• [MATERIAL FOR THIS EXERCISE]
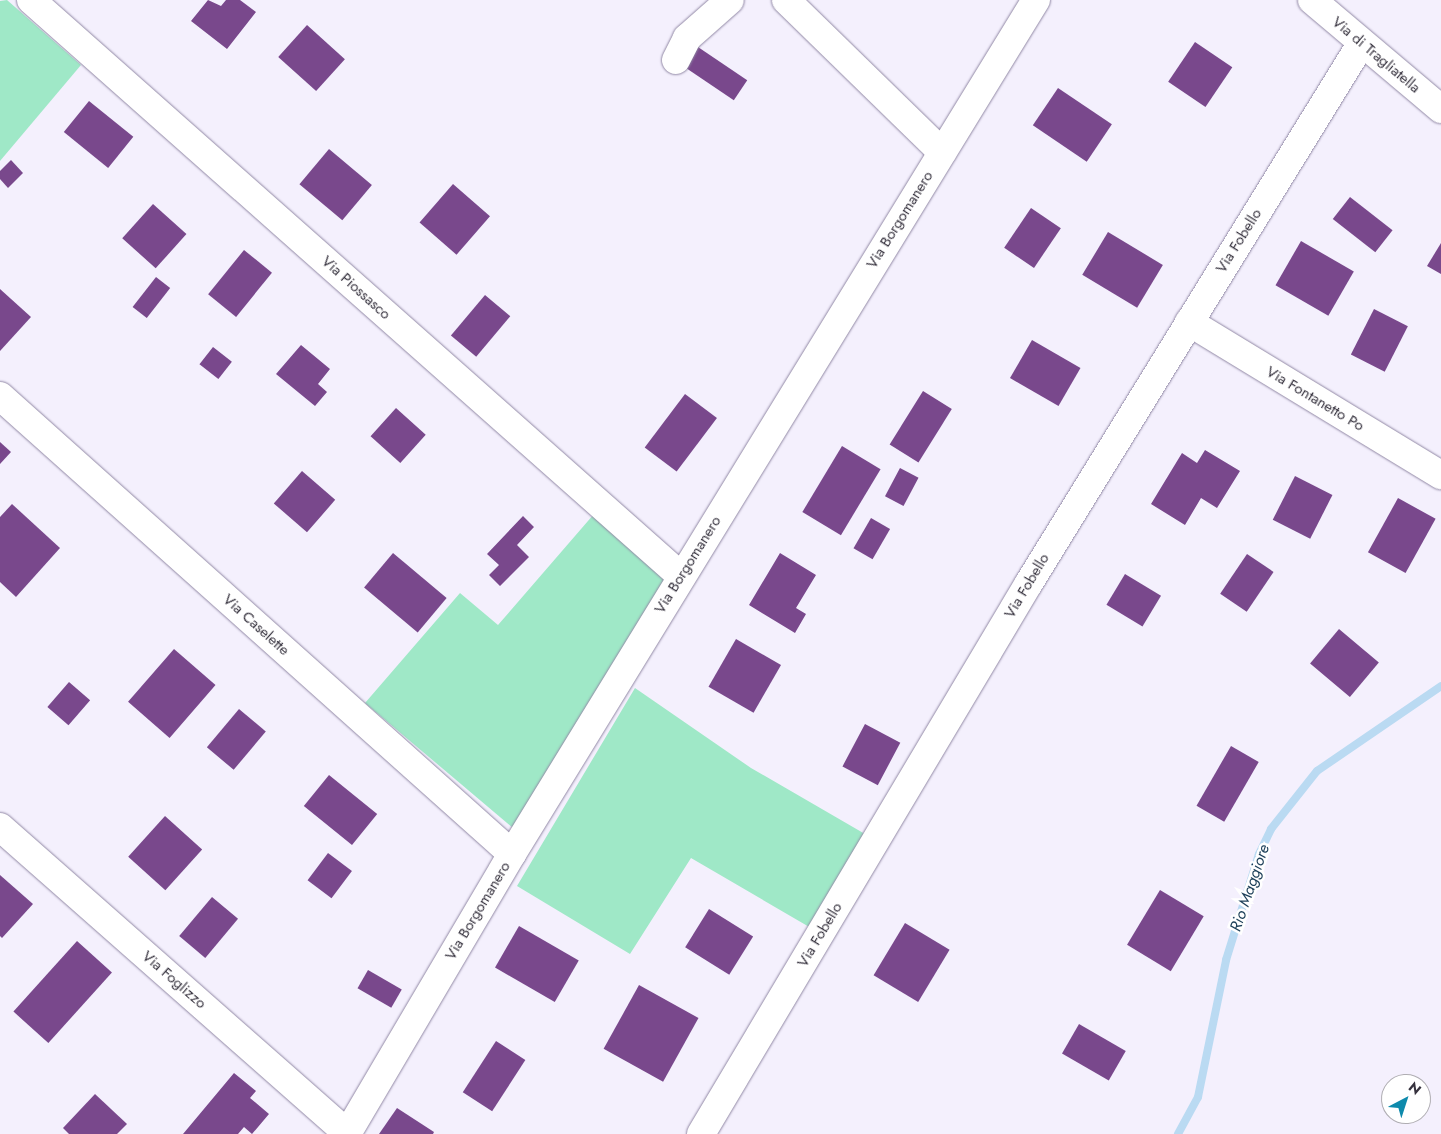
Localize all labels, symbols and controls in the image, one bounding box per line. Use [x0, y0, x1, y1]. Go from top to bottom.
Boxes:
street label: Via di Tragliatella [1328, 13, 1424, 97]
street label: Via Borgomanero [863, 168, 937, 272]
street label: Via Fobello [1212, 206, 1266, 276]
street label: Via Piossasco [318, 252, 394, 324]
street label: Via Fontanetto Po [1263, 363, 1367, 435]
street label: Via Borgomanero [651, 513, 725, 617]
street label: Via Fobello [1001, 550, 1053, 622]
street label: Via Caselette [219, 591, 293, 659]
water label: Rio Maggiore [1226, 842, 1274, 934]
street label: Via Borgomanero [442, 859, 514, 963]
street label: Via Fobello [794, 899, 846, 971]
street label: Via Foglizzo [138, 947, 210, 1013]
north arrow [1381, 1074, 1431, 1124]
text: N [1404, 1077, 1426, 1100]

* * *

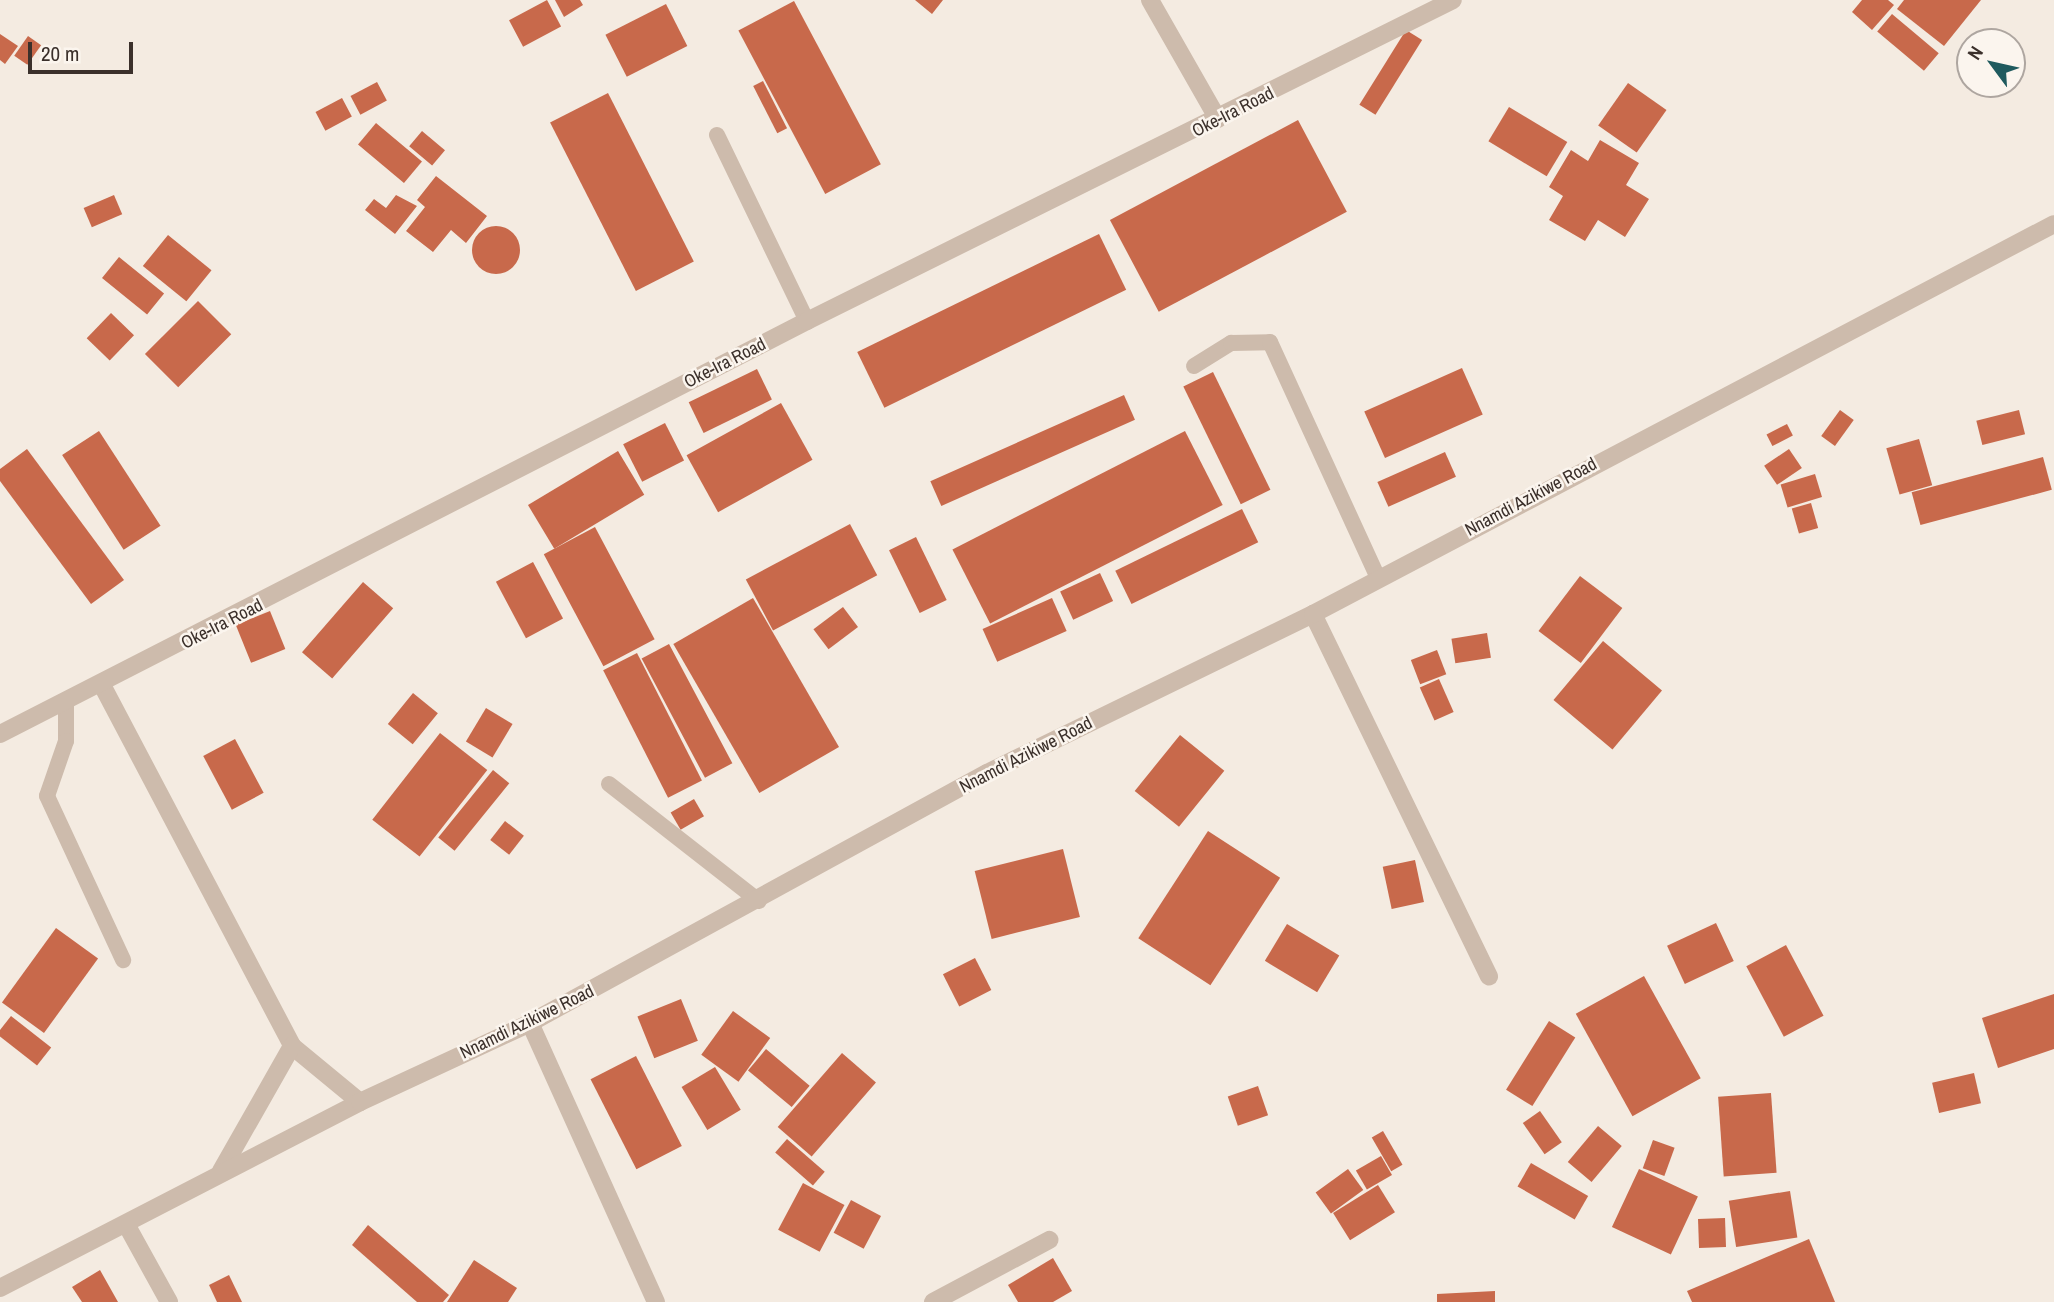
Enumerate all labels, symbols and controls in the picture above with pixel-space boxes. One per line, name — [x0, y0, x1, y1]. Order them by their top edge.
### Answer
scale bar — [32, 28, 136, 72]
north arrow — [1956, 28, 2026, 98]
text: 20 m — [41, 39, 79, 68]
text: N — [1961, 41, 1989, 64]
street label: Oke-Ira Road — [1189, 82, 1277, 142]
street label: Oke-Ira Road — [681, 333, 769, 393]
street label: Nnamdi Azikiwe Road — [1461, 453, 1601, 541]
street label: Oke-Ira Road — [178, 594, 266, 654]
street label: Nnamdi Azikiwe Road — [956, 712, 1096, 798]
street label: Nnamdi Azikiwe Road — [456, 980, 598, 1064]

---

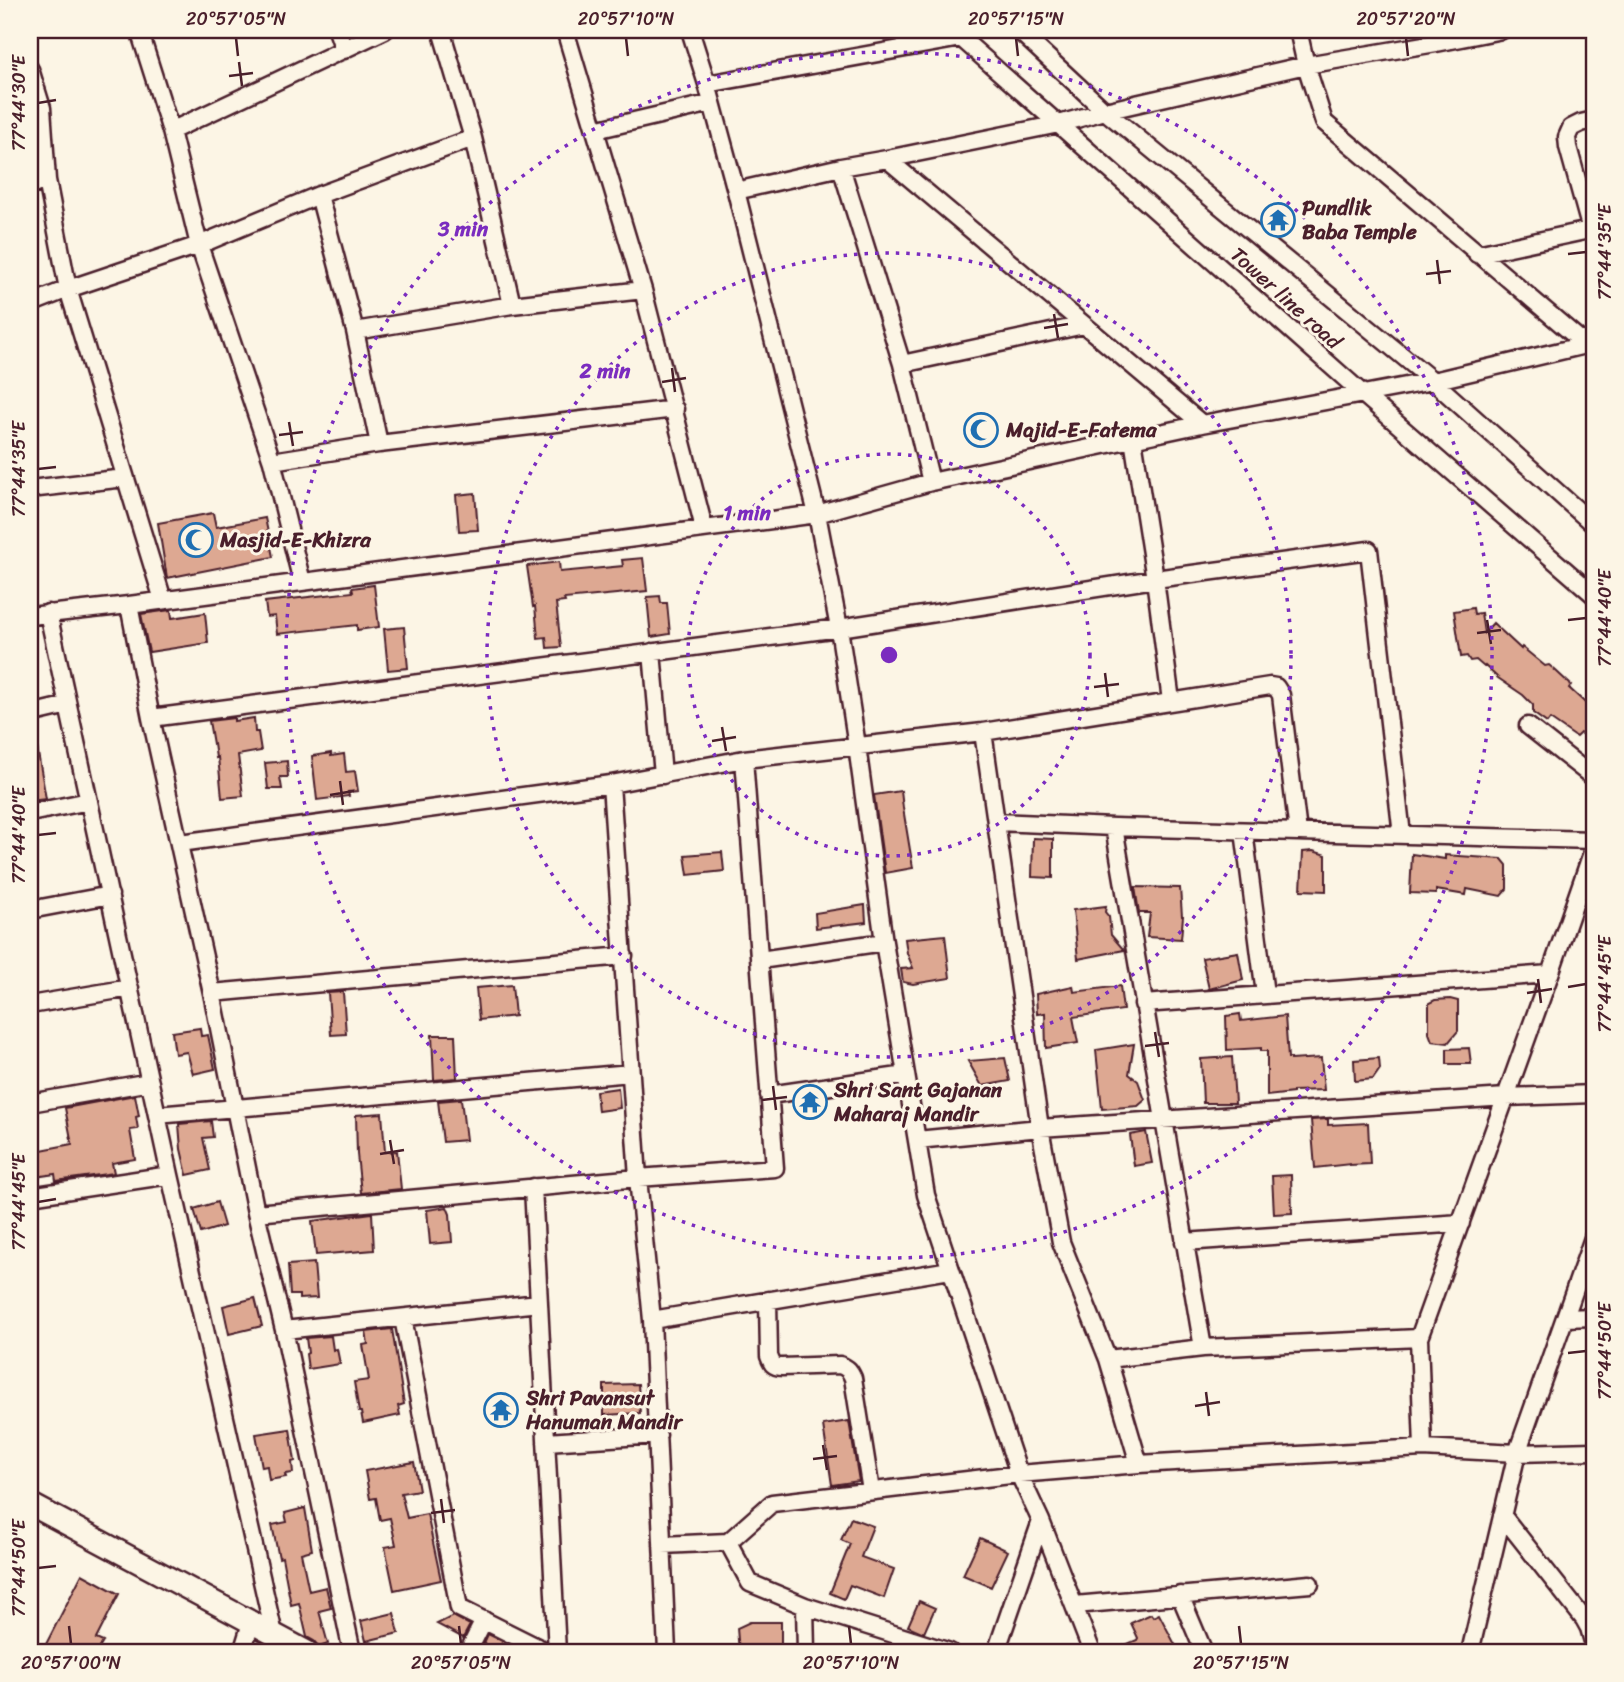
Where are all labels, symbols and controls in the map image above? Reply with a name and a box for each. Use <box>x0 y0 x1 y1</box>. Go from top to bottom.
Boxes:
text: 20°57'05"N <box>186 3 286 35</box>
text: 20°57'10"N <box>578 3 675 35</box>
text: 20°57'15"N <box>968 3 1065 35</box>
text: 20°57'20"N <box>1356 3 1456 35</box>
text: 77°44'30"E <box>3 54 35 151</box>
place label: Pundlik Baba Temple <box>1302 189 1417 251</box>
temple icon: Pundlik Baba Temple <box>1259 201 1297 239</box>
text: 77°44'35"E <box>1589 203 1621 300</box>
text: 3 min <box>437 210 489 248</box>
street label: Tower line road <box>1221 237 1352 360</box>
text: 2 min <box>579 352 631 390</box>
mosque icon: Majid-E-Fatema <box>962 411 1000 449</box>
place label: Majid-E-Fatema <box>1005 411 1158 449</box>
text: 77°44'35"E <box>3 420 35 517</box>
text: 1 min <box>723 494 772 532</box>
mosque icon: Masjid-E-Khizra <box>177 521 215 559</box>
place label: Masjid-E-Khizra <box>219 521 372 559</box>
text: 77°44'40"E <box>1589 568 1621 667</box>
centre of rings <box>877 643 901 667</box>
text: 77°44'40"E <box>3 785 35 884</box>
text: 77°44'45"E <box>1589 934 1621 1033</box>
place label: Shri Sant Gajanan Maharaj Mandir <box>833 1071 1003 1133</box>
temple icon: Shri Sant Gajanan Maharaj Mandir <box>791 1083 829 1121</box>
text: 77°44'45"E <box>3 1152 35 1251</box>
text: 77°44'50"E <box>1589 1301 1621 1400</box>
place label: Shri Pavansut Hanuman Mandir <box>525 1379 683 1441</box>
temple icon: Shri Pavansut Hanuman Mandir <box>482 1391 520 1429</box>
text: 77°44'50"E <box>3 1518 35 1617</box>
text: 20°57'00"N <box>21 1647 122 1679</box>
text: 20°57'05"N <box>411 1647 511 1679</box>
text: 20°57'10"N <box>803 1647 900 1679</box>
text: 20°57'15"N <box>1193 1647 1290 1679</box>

• [WHAT NEEDS TO BE DONE]
Whenever a line of the data holds the string "from", pick that line out.

• [OUTPUT OF THE TASK]
Localize all labels, symbols and controls in the image, one bounding box per line. Use [x0, y0, x1, y1]. Go from top to bottom.
Where are all labels, symbols and controls in the map image above? Reply with a name and a box for each. Use <box>x0 y0 x1 y1</box>. Go from top to bottom.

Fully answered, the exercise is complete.